### WORK TO BE COMPLETED
The output should be every line below that includes the word "edges".

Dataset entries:
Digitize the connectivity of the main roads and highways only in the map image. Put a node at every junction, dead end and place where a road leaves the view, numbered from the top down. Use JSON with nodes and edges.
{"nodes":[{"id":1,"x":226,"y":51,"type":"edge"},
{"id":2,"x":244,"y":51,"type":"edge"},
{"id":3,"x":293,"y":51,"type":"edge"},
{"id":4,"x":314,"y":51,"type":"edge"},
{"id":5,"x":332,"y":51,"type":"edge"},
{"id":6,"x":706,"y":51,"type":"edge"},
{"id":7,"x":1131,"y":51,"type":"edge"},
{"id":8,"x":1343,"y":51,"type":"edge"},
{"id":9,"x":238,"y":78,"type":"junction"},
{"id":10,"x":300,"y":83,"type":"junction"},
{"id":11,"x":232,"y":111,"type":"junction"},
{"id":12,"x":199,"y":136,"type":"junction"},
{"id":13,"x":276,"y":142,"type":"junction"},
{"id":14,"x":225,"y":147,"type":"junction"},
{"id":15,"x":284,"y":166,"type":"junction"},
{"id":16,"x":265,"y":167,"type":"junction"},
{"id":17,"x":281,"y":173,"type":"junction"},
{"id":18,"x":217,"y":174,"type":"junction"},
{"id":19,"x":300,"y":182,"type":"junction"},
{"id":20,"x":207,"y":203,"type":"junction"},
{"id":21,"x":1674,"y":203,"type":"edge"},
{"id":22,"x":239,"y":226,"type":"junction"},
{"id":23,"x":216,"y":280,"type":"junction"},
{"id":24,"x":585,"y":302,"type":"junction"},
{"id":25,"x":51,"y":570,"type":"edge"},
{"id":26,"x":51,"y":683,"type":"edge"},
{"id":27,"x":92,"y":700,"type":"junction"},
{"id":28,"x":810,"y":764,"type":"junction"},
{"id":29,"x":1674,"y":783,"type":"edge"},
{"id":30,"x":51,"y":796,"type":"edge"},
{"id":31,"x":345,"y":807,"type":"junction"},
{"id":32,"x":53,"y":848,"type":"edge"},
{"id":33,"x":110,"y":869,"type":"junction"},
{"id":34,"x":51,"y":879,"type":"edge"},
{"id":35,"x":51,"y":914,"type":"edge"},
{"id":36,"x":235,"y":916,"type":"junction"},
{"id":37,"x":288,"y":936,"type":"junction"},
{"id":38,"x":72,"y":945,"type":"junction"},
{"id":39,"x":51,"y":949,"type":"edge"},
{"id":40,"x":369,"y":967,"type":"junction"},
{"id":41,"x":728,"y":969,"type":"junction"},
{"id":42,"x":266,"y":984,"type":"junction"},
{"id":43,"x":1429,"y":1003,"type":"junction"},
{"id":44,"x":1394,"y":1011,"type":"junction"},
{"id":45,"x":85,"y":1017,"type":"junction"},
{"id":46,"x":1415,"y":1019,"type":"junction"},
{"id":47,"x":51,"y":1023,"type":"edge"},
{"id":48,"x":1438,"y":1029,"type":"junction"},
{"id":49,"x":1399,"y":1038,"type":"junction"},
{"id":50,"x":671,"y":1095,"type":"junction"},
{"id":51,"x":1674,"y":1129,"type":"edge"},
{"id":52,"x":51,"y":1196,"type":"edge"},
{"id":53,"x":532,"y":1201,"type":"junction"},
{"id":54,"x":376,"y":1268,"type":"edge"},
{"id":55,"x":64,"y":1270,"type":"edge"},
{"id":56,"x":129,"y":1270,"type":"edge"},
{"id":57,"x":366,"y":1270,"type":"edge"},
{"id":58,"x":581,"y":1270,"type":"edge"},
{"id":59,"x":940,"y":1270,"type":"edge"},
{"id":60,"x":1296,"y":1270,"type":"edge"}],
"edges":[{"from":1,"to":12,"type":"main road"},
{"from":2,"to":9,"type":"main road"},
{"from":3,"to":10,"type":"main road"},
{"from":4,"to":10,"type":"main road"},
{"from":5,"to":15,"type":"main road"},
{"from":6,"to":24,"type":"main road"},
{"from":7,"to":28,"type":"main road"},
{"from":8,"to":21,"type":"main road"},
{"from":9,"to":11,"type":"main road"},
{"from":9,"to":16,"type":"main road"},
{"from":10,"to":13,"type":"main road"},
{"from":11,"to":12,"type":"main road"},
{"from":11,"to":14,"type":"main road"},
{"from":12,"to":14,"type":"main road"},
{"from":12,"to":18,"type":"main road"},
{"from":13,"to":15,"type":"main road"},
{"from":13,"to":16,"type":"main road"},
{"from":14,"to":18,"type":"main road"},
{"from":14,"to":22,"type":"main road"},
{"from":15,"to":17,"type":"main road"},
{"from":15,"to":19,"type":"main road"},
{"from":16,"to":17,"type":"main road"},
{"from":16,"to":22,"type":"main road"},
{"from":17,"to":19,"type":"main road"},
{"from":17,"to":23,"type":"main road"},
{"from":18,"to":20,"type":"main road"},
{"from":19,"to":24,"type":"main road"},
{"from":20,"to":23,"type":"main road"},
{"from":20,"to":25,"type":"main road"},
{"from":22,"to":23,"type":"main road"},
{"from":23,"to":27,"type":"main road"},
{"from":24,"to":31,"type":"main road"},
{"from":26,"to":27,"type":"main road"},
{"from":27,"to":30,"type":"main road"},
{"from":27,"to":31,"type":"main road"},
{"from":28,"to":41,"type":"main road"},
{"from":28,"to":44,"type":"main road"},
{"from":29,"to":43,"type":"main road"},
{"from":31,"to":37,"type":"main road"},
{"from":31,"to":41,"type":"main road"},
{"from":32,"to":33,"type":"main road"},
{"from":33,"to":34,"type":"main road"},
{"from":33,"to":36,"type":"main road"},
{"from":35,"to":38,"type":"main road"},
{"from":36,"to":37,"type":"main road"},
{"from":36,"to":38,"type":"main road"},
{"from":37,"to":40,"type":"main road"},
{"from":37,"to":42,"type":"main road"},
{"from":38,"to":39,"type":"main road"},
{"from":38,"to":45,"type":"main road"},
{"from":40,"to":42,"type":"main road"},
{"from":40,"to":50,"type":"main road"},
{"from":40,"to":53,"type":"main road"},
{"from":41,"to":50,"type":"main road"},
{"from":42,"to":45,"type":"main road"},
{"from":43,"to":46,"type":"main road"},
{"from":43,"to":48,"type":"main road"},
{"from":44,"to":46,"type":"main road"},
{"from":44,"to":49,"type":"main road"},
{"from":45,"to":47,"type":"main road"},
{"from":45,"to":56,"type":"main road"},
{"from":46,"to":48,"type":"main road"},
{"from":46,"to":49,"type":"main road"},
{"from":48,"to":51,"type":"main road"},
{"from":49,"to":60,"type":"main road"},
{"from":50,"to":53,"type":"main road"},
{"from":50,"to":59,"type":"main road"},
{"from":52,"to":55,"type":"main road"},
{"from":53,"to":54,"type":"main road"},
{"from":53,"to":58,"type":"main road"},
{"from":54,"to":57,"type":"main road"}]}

### EXERCISE RESULT
Digitize the connectivity of the main roads and highways only in the map image. Put a node at every junction, dead end and place where a road leaves the view, numbered from the top down. Use JSON with nodes and edges.
"edges":[{"from":1,"to":12,"type":"main road"},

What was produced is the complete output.